For the past week, CT Lin, MD, CMIO at UCHealth, has been documenting the Epic go-live at Parkview Health System in his blog, The Undiscovered Country. Below is an excerpt from his most recent entry.
During a major go live, we see all sorts of interesting things. For example, we actually experience and can see the bell curve of technology adoption exhibited among clinicians.
Early adopters
Some clinicians are flexible, see the EHR as a new set of tools, and appreciate our help as we suggest best practices using the new tools. Within 2-3 days they are discovering innovations and pushing themselves to see “what this new thing can do.”
These are early adopters and digital natives. They need no “push” from the informatics team; instead, sometimes we judiciously apply the brakes on their wild flights of ideas. “Why don’t we survive this go live first before investing in your proposed next set of tools.”
Silent majority
Some clinicians are circumspect. Although they come in all age groups, most are older, less comfortable with computers and smartphones, think of EHRs as glorified paper charts, but valiantly spend time to learn, adapt, and willingly accept help and advice as they find their way in a new land. They are willing to consider that this might be better than the old paper process.

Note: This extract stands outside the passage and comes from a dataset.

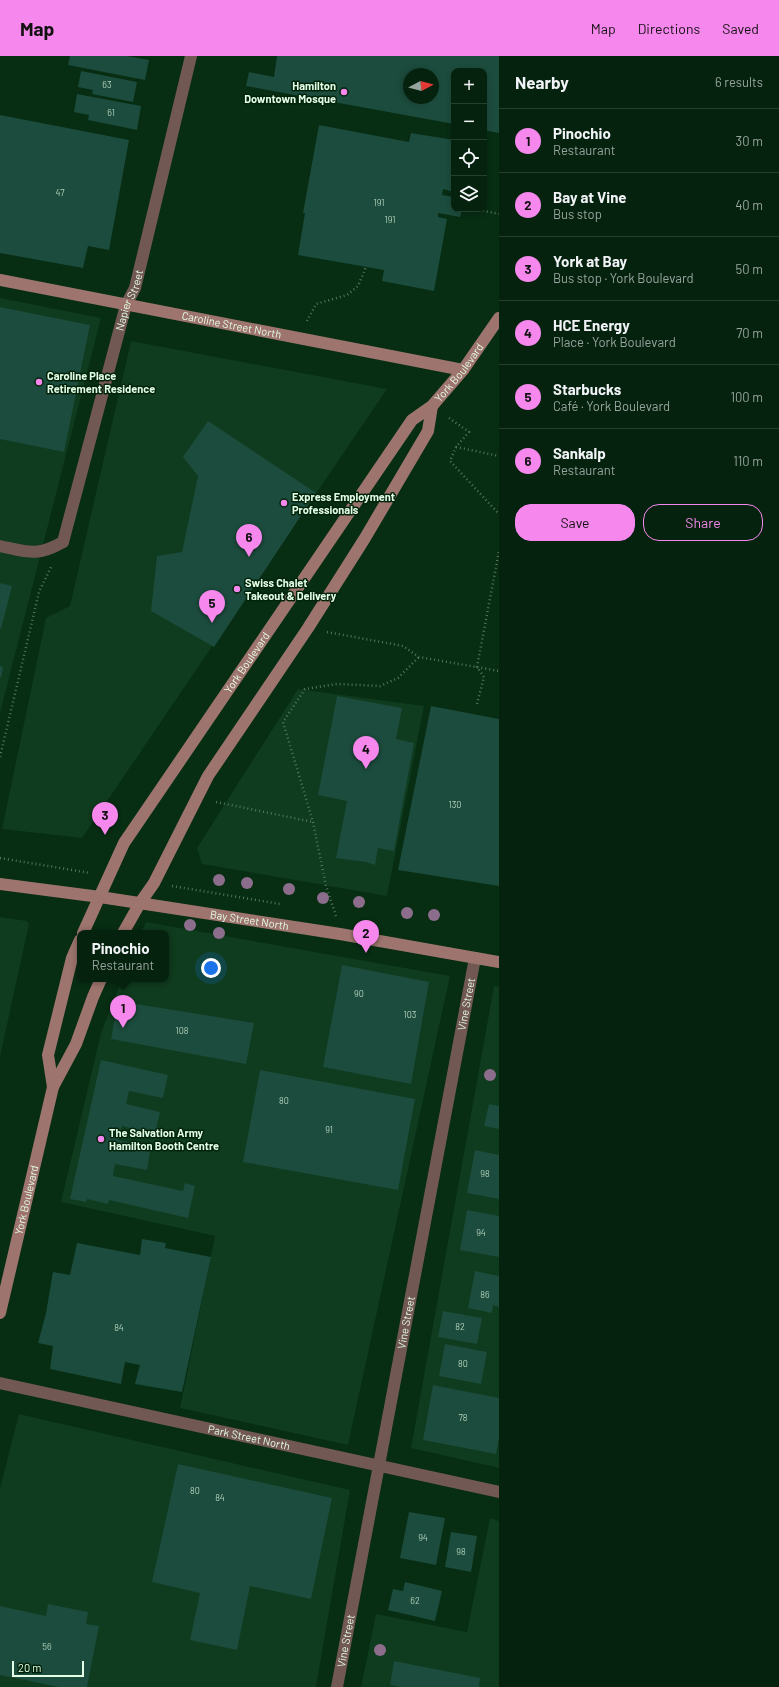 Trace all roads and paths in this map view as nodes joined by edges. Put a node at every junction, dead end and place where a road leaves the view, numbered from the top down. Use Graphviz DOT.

These are digital immigrants with open minds, and the largest group in the middle of the bell curve. Establishing trust and nudging are the best informatics tools. “Hey, good to see you again. How is it going? How can I help? Can I suggest trying another new thing today?”
Or, expressed as a haiku:
Come, see what I learned!
No, not that trick, but this trick.
It’s tricky but cool.
Late adopters
Some clinicians are doubting Thomases. They’ve heard that Epic is coming and have looked for jobs elsewhere, surprised to learn there are no new positions open that don’t also require EHR use. They are often senior clinicians with deep expertise, have established practices, large patient panels, finely tuned paper-based workflows honed over years. They are used to generating high volume and providing high quality care, and now everything has changed.
For these clinicians, their clinical expertise and years of experience are drowned under the heavy mantle of technology inexperience. They may perceive a loss of respect, a loss of autonomy, a loss of mastery. These are digital immigrants who were forced to relocate to this unfamiliar and hostile land, and wish to return to a home that no longer exists.

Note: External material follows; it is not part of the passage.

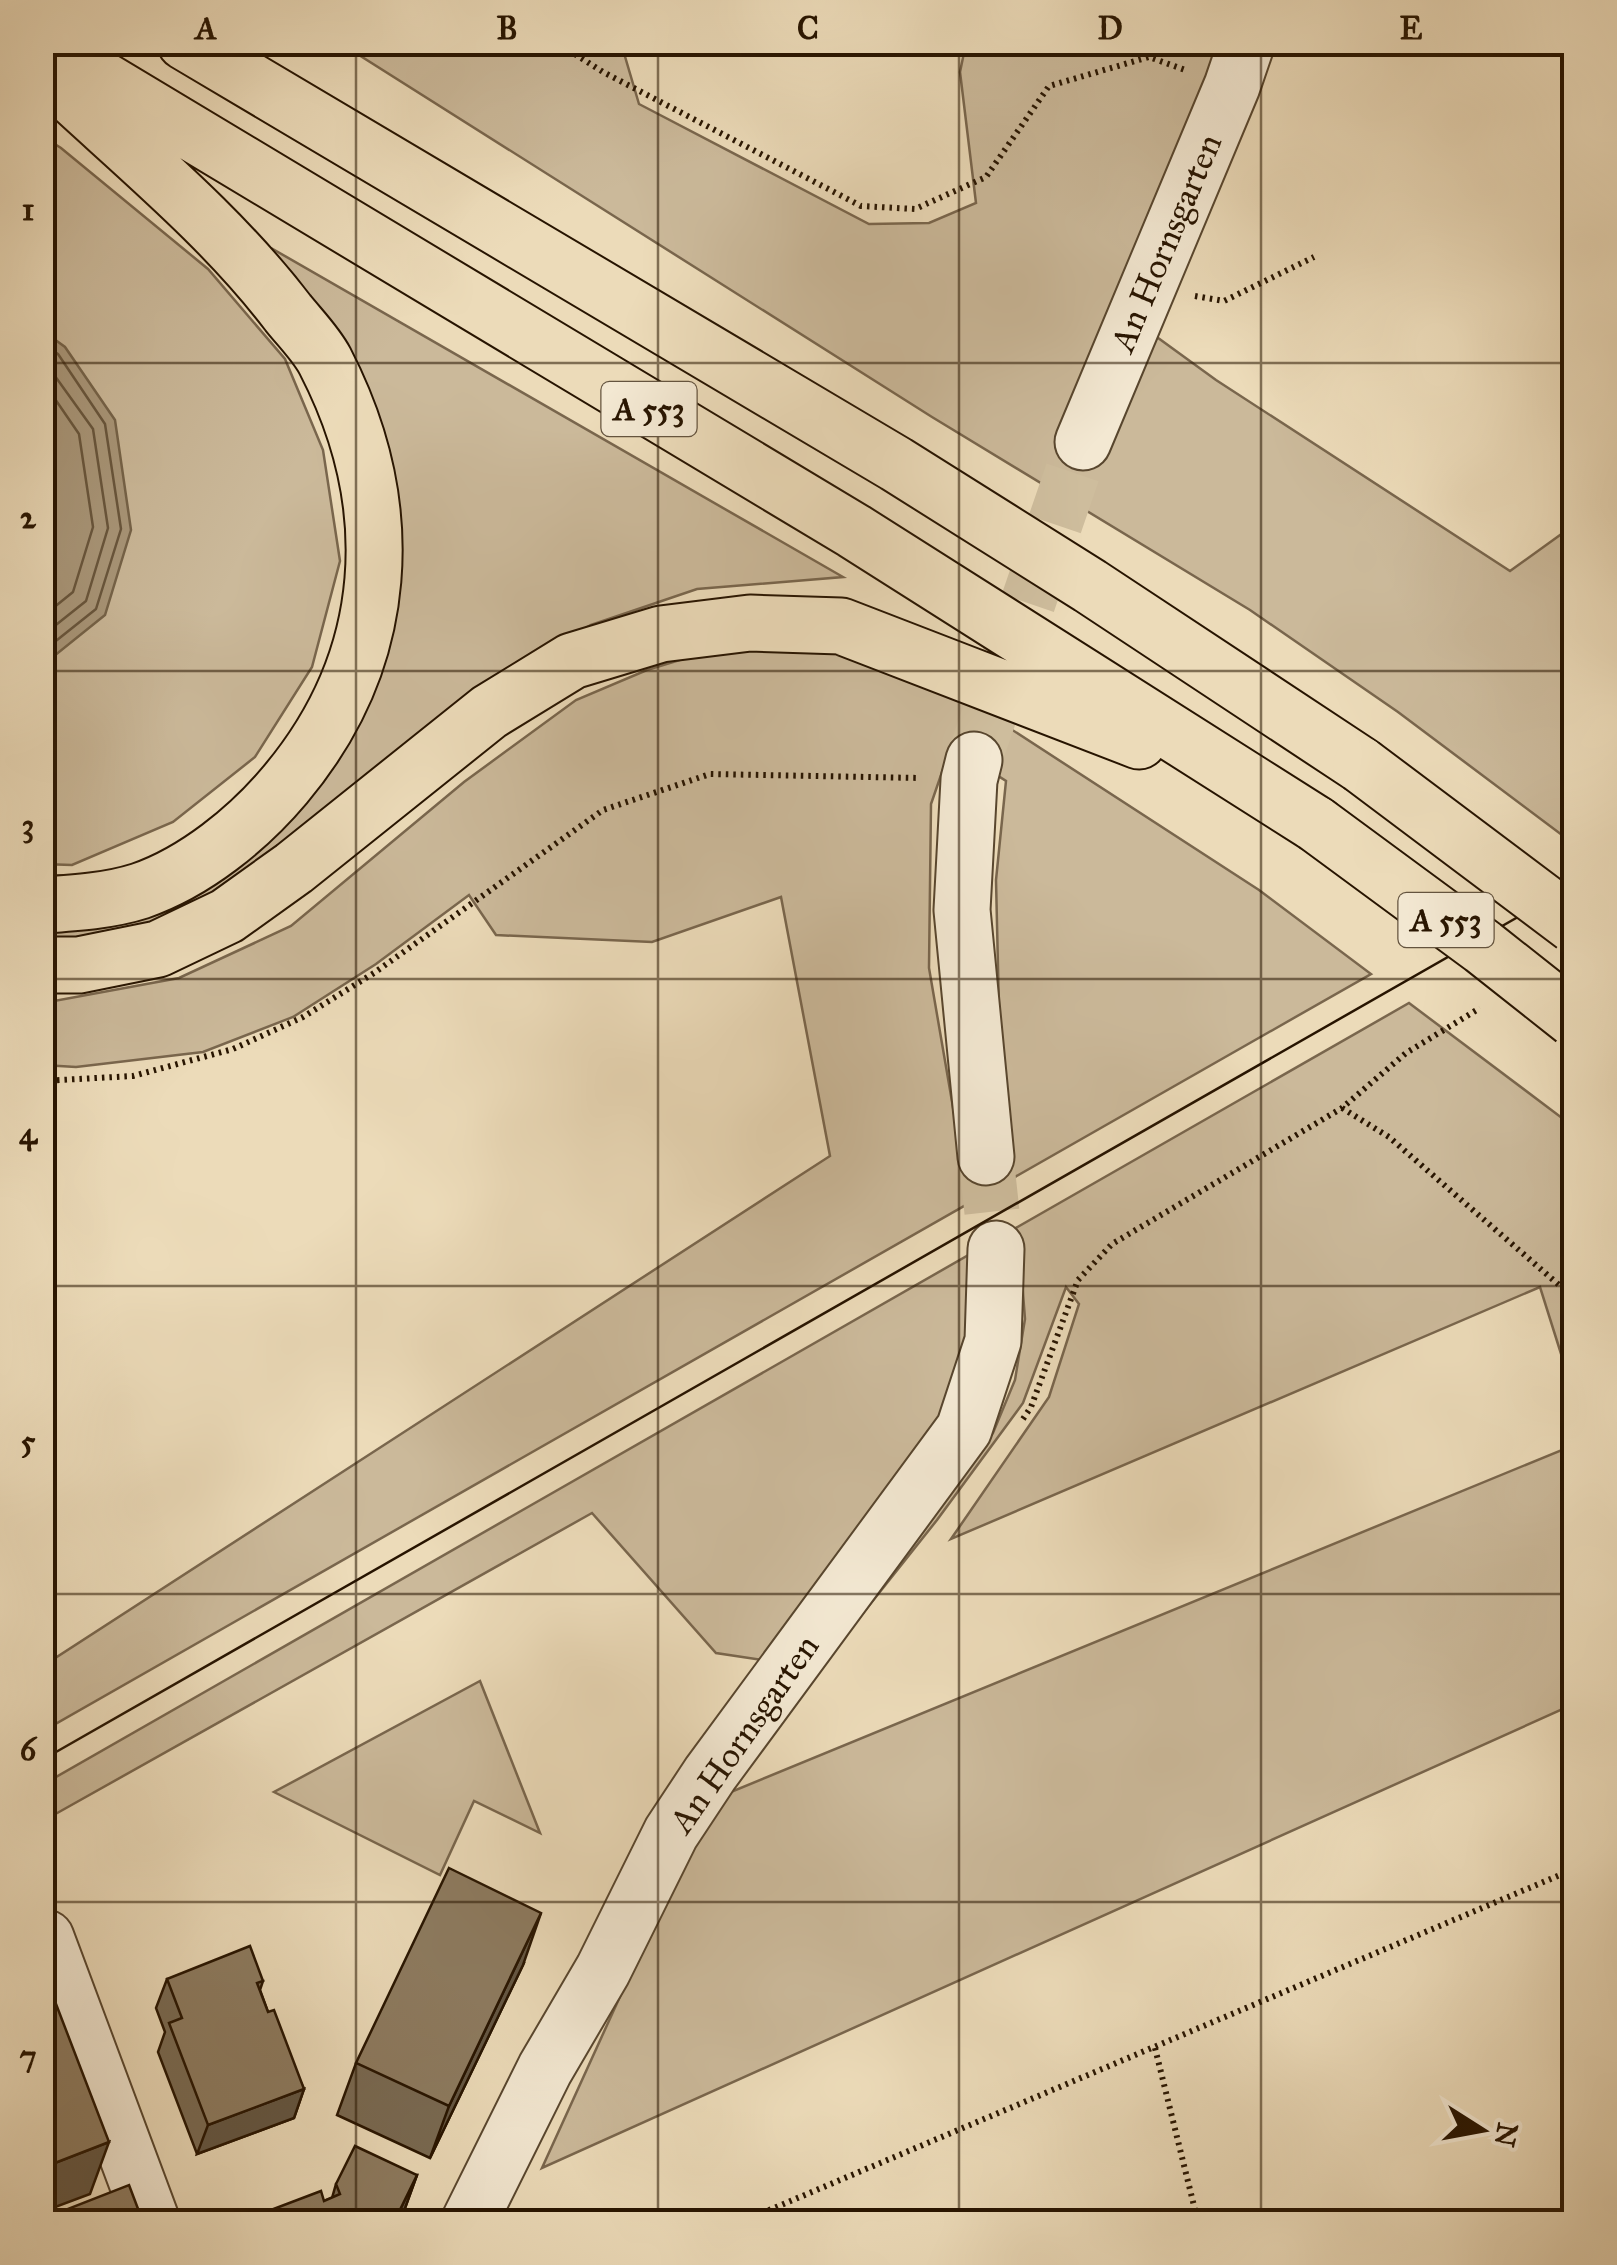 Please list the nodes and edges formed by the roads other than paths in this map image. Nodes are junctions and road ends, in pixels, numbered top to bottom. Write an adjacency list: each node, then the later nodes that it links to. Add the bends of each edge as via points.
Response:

It behooves us in informatics to be humble and remember their value, their deep history, and their expertise.
Extremes
Some clinicians are super early adopters: “Hey, I want a Bluetooth speech recognition mic to go with my mobile tablet.” “Show me your predictive algorithms for sepsis and how we are going to do surveillance.” “I hear there is a way that the EHR can write your whole note for you.”
In the other direction, conversations can boil over into emotion and outbursts at staff, at colleagues, and at our informatics and IT teams. I’m told that a clinician did throw a trash bin in frustration this week.
However, we are proud to say that our primary metric is “Days since last chair-throwing” and that is an unbroken streak of 2500 days, back to 2014, since a trash bin is clearly not a chair.
Kidding.
Every medical staff has members in all these groups, including the extremes.
Choose your own adventure!
Want to try out the CMIO/physician informaticist role during a go live? Here are some challenging questions. How would YOU respond? Answer honestly before reading our approach.
Q: So, what’s allowed as a Verbal Order? (Meaning, I intend to use your computer system as little as possible.)
A: Actually, UCHealth policy is “verbal orders only in clinically urgent situations, or when the clinician is scrubbed in, or in transit and unable to enter their own orders.” However, the EHR only reflects your hospital’s medical staff policy. Let’s work with your leadership to clarify this.
Q: That “F2” key doesn’t work right in the note. It doesn’t even go where it is supposed to.
A: Let’s sit down and you can show me what you mean
Q: Why do I have to cosign all these orders and notes that my resident/fellow wrote? I trust them. Can’t I just “shift-click” and get rid of all of them?
A: Sounds great that you trust your team and that you’ve developed a great team workflow. At this time, the system does insist you glance at the work as your signing them one at a time. If there are standard protocols or policies that allow clinical colleagues to do their work, let’s develop them, document them, and we might be able to eliminate these co-sign tasks.
Q: I haven’t seen a thing that is quicker in this new system compared to our existing system. It is an expensive waste of time.
A: I’m sorry to hear this. However, you are only in the first week of a major go live and disruption in your work. Nothing is the same. The tools are flexible, and I’m convinced that our team and your team can work together to build new workflows to match or exceed your previous methods. It usually takes 1-2 months to fine tune your team’s new process.
Empathy. Trust. Respect.
Regardless of my artificially applied categories,
We tell them where we are going, that the technology-empowered medical team performs better than the unassisted medical team. We open a dialogue, build trust, set behavior boundaries (when it comes up), and get through the transition together.
When we do this right, every clinician we work with will look back and say, “I can’t believe we used to do this any other way.”
CMIO’s take? Our ideal: no physician left behind.